Find every line in the records below that holds the word "then" and copy it.

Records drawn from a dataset
■ ■ ■ ■ ■
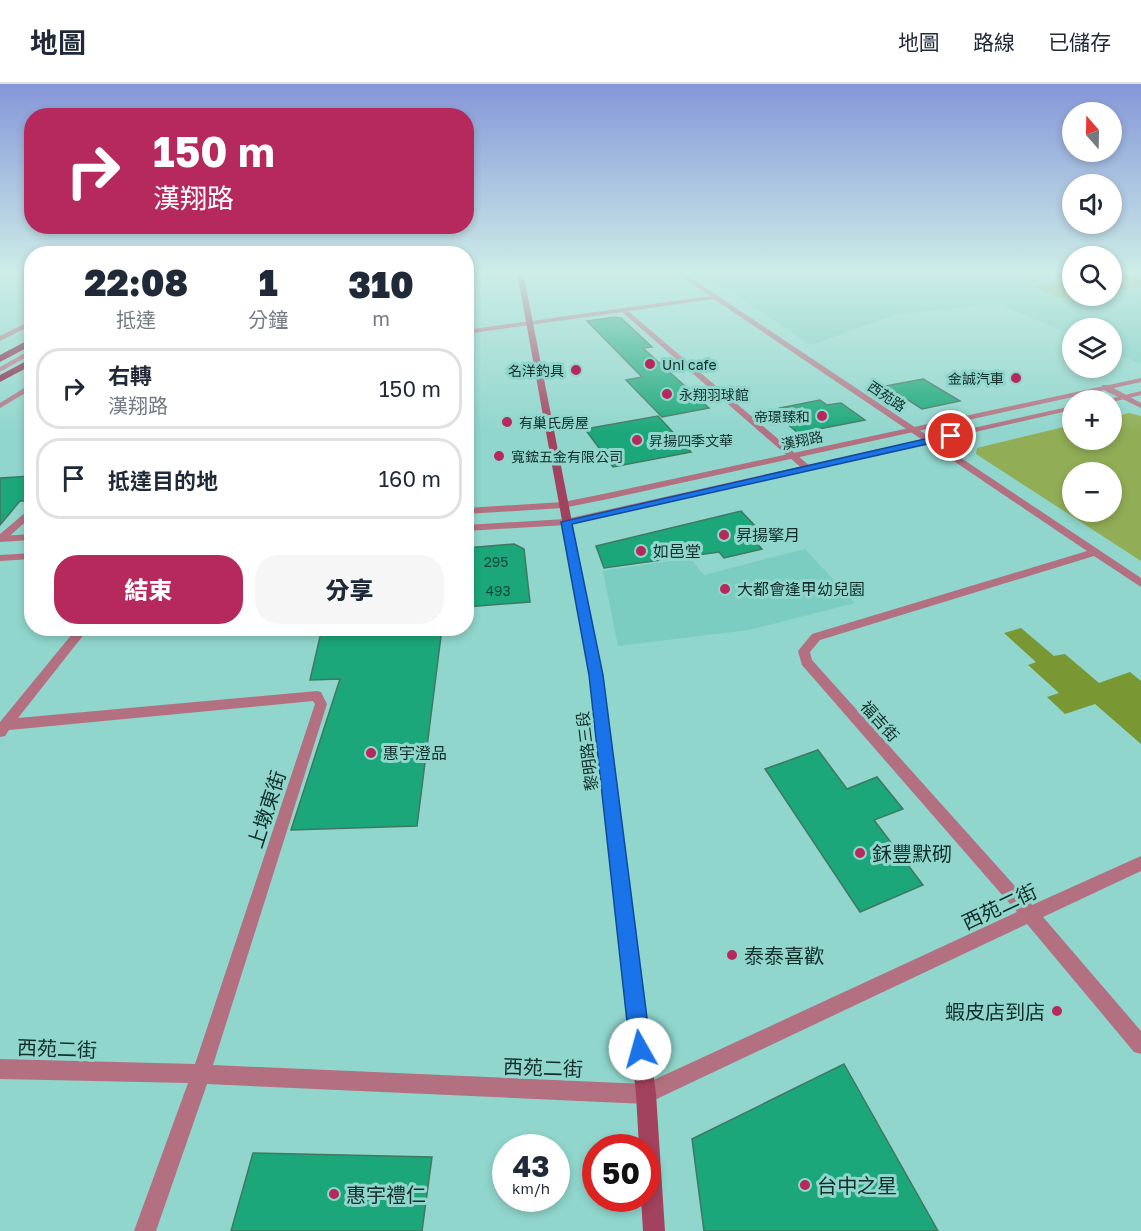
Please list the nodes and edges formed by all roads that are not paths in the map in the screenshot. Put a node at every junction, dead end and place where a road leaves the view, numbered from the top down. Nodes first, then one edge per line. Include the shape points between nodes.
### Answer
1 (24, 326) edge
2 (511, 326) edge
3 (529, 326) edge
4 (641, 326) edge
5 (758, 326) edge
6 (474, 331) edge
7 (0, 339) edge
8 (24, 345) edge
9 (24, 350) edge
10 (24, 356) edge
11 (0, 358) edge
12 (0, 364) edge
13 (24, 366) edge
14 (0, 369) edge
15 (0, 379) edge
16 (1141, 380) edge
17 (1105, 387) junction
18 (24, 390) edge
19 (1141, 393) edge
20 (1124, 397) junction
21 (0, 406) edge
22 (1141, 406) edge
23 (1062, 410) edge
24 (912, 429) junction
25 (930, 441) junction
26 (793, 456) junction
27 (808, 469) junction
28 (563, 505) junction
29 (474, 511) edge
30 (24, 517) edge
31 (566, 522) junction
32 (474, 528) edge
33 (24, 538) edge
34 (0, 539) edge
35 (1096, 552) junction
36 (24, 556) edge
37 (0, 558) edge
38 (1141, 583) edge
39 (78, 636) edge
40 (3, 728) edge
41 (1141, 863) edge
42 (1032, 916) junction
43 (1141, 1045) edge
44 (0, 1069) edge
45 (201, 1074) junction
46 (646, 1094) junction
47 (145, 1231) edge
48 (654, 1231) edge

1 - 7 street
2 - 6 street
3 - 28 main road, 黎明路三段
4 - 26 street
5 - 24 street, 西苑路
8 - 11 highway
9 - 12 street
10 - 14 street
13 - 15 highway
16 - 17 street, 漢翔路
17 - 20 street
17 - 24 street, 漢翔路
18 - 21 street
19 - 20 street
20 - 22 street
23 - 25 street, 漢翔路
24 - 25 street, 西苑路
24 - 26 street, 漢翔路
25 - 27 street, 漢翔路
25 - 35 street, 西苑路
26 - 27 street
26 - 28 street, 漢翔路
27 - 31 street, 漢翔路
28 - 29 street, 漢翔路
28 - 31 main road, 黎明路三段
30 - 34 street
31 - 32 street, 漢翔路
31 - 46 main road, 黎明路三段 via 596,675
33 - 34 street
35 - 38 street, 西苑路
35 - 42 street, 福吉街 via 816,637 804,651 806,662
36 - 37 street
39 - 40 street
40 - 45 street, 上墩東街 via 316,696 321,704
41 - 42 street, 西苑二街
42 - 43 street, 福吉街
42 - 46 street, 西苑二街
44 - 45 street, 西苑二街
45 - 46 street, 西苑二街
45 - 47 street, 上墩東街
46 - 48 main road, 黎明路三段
■ ■ ■ ■ ■
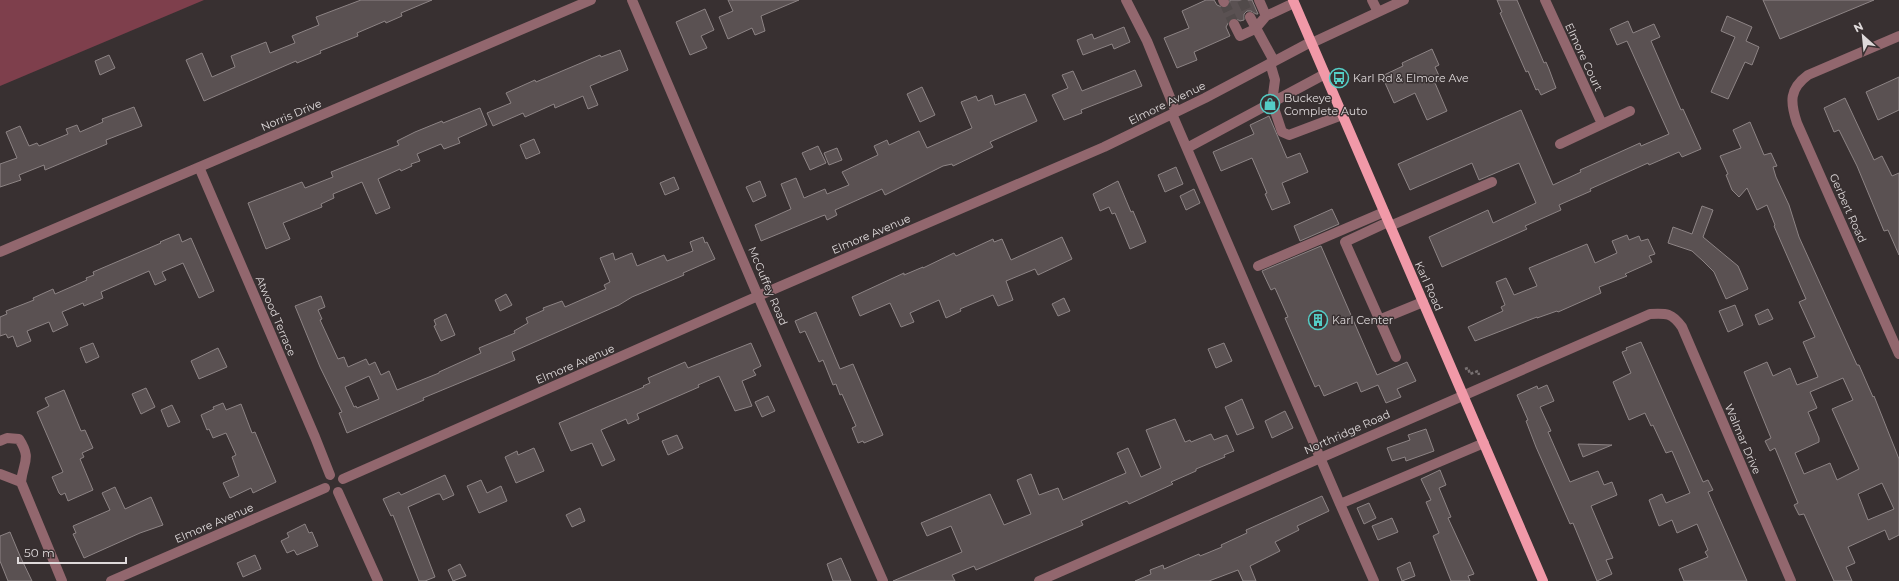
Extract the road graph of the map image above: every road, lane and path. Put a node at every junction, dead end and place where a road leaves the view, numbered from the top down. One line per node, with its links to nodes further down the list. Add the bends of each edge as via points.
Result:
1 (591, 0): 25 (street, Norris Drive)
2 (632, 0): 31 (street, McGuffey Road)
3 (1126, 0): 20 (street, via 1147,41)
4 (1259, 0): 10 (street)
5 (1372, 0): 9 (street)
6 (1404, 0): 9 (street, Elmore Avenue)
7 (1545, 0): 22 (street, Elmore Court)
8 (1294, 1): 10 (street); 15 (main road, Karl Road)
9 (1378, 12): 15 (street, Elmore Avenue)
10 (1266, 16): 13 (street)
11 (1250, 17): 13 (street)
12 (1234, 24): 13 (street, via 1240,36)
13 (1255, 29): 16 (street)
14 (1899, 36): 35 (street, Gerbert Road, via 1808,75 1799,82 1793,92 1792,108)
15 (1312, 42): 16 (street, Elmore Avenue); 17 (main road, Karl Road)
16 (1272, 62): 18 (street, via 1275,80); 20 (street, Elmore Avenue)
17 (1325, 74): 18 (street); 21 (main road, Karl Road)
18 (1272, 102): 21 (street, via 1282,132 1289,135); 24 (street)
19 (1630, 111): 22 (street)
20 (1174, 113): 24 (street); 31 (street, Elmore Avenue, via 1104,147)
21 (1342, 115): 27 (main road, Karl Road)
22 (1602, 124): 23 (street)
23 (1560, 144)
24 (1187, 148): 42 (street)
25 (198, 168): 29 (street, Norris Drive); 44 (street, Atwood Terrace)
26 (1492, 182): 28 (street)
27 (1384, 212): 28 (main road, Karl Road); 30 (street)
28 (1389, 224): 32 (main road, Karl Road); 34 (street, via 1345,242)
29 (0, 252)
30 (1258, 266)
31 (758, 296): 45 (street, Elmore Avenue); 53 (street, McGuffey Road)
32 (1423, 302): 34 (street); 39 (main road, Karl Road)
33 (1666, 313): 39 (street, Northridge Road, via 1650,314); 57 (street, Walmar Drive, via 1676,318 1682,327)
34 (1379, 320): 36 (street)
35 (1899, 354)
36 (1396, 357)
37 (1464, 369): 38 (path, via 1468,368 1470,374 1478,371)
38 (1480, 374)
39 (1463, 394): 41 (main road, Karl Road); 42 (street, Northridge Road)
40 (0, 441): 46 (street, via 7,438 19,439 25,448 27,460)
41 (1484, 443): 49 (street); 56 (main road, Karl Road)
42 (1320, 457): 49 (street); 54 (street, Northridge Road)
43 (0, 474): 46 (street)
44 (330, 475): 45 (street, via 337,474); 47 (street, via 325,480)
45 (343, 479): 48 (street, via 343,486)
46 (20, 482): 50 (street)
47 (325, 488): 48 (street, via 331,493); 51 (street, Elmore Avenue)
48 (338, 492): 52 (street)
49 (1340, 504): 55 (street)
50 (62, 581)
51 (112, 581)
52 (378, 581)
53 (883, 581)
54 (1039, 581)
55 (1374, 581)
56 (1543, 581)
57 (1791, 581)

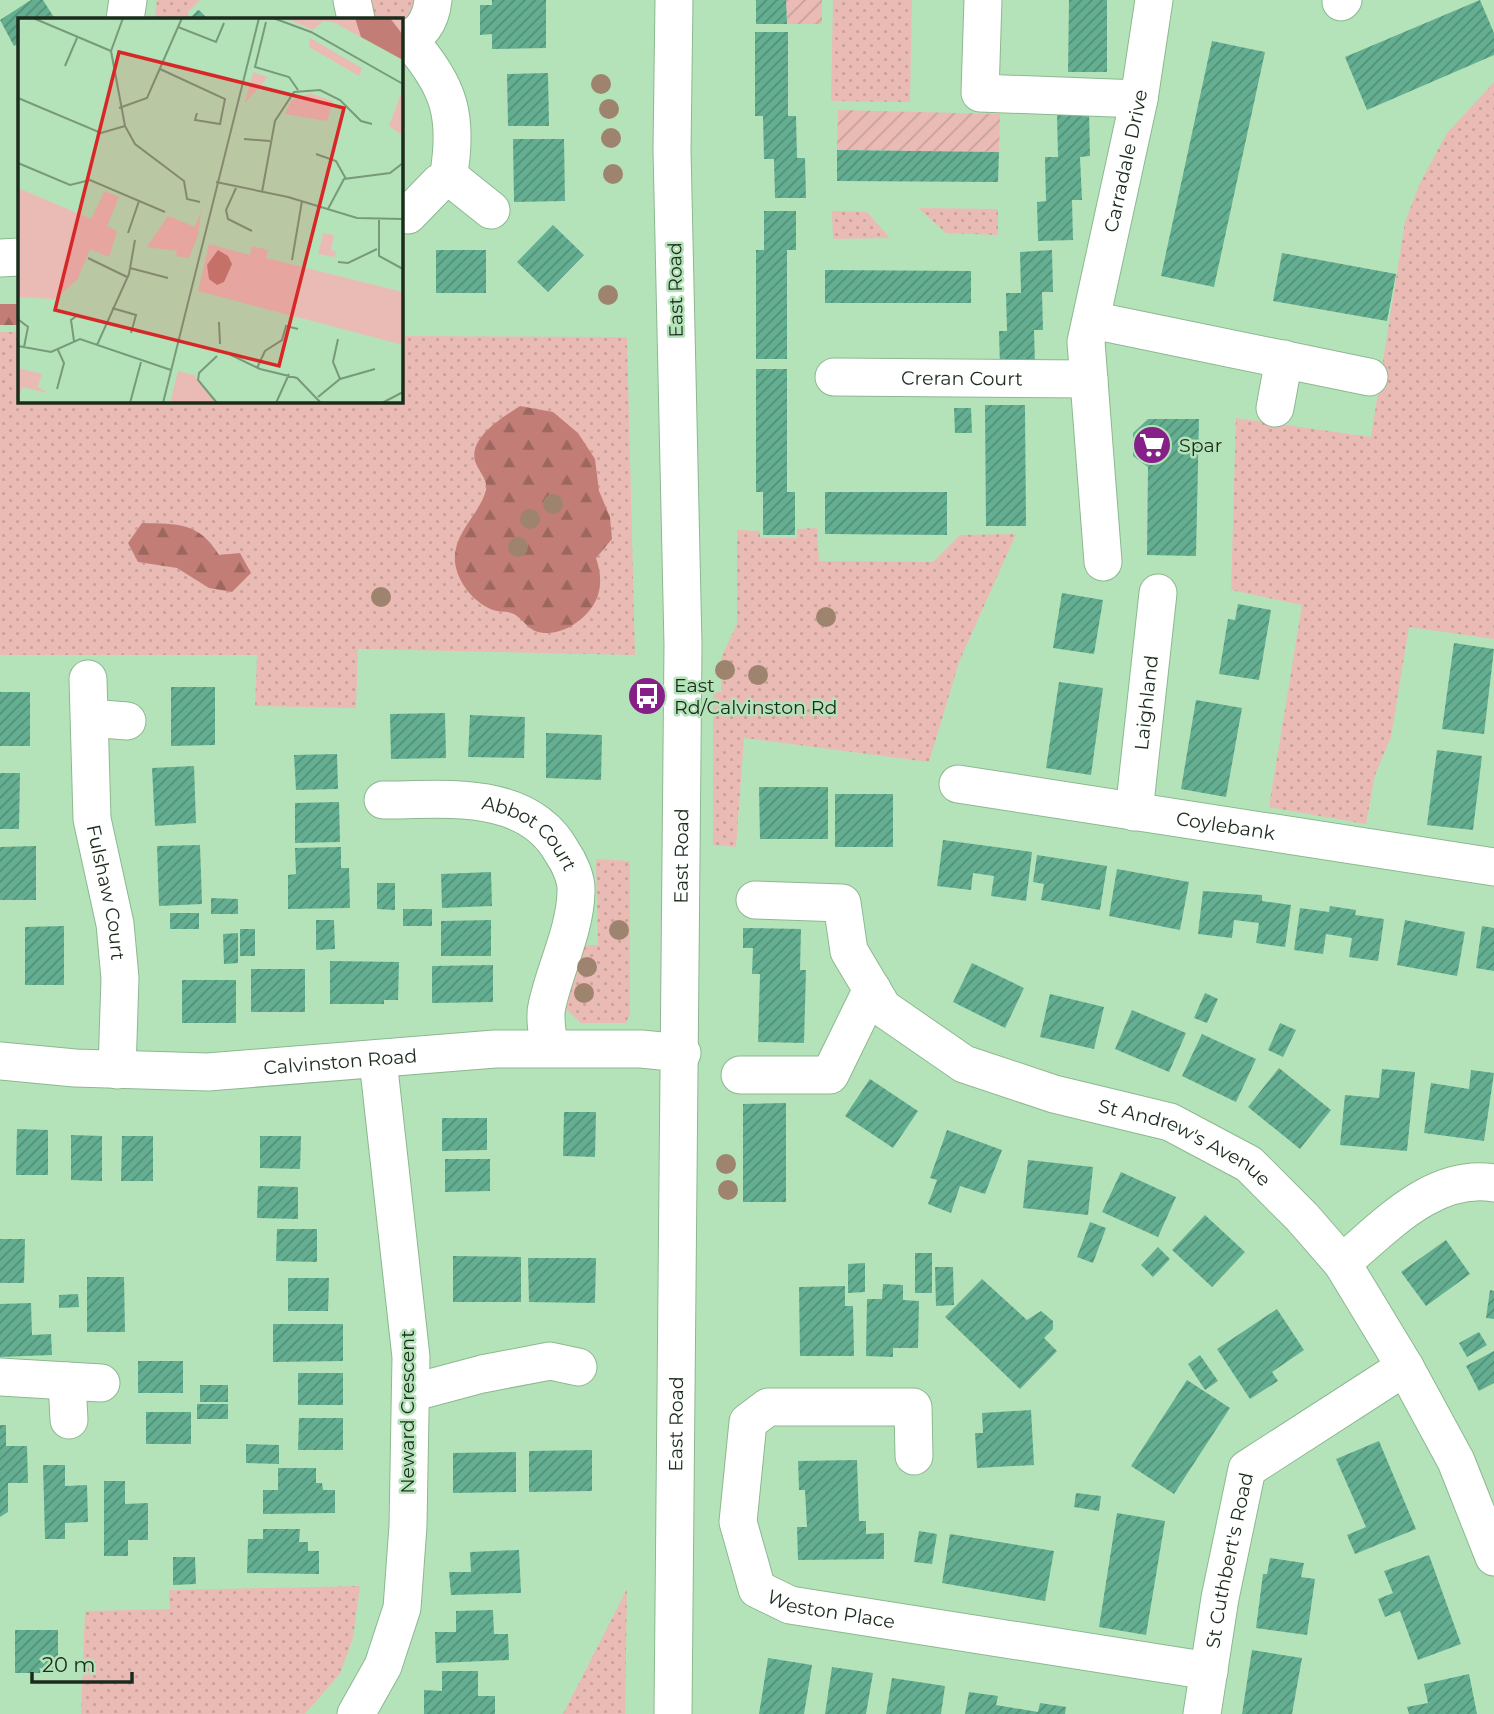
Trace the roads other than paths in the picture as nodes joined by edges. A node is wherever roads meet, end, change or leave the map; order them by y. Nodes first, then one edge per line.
■ ■ ■ ■ ■
**Written response:**
Please list the nodes and edges formed by all roads that are not paths in the map in the screenshot. Put a node at every junction, dead end and place where a road leaves the view, numbered from the top down. Nodes first, then one edge per line. Include the shape points between nodes.
Trace the roads other than paths in the picture as nodes joined by edges. A node is wherever roads meet, end, change or leave the map; order them by y. Nodes first, then one edge per line.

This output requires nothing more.